■ Activity ■
Find how many lines in the entries below carry the word "image" and answer with only that figure.

■ Extracted material ■
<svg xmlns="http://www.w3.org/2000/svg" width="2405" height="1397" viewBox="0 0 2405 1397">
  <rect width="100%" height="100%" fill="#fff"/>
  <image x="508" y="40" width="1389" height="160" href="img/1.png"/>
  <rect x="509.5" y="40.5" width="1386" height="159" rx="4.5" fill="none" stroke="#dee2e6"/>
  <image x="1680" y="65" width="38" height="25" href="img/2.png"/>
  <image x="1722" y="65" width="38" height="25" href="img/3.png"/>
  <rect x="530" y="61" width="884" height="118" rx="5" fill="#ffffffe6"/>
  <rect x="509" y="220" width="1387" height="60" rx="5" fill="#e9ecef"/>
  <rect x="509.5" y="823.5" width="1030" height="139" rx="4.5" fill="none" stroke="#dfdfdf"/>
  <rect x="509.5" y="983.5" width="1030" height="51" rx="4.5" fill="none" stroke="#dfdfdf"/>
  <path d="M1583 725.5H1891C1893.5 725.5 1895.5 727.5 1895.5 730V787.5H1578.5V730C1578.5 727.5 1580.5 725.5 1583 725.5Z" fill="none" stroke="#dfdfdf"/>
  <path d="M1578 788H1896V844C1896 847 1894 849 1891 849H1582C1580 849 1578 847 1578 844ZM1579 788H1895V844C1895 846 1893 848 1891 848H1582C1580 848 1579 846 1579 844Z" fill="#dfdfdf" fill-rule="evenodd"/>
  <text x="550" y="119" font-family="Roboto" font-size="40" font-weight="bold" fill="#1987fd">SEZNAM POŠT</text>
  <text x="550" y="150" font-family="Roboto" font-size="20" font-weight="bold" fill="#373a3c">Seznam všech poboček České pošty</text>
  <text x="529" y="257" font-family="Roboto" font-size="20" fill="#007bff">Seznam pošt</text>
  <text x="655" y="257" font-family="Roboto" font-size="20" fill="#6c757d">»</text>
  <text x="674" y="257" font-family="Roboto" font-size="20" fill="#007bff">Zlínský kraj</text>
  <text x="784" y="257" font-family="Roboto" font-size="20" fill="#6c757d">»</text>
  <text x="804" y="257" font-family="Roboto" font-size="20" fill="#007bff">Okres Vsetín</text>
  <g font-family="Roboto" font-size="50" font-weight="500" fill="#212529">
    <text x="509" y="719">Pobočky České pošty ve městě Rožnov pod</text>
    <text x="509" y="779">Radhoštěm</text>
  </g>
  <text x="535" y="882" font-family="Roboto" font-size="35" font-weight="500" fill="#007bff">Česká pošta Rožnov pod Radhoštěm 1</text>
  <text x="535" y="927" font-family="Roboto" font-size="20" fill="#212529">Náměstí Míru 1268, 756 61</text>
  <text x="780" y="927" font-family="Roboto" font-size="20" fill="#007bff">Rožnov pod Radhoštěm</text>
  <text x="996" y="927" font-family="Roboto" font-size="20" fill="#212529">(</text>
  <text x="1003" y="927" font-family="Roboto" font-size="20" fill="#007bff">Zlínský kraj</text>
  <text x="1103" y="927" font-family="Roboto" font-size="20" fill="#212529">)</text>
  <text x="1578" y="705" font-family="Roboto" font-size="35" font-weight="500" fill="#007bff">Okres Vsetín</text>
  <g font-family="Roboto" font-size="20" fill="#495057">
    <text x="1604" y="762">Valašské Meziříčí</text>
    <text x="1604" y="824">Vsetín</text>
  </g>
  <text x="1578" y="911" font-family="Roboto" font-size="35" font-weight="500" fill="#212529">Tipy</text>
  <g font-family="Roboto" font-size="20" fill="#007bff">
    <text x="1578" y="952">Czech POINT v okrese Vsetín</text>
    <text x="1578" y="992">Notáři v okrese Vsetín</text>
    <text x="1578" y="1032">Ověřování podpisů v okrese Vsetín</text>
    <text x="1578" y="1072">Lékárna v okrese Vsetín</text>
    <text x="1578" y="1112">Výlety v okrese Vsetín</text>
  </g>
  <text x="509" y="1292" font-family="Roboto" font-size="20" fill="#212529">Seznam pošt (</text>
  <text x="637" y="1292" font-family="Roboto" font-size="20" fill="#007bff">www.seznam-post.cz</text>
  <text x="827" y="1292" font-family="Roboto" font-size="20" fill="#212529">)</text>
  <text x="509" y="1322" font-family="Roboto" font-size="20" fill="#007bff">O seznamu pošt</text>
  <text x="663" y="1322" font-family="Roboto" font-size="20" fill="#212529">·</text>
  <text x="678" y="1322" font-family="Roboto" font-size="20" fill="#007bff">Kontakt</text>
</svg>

■ Exercise result ■
3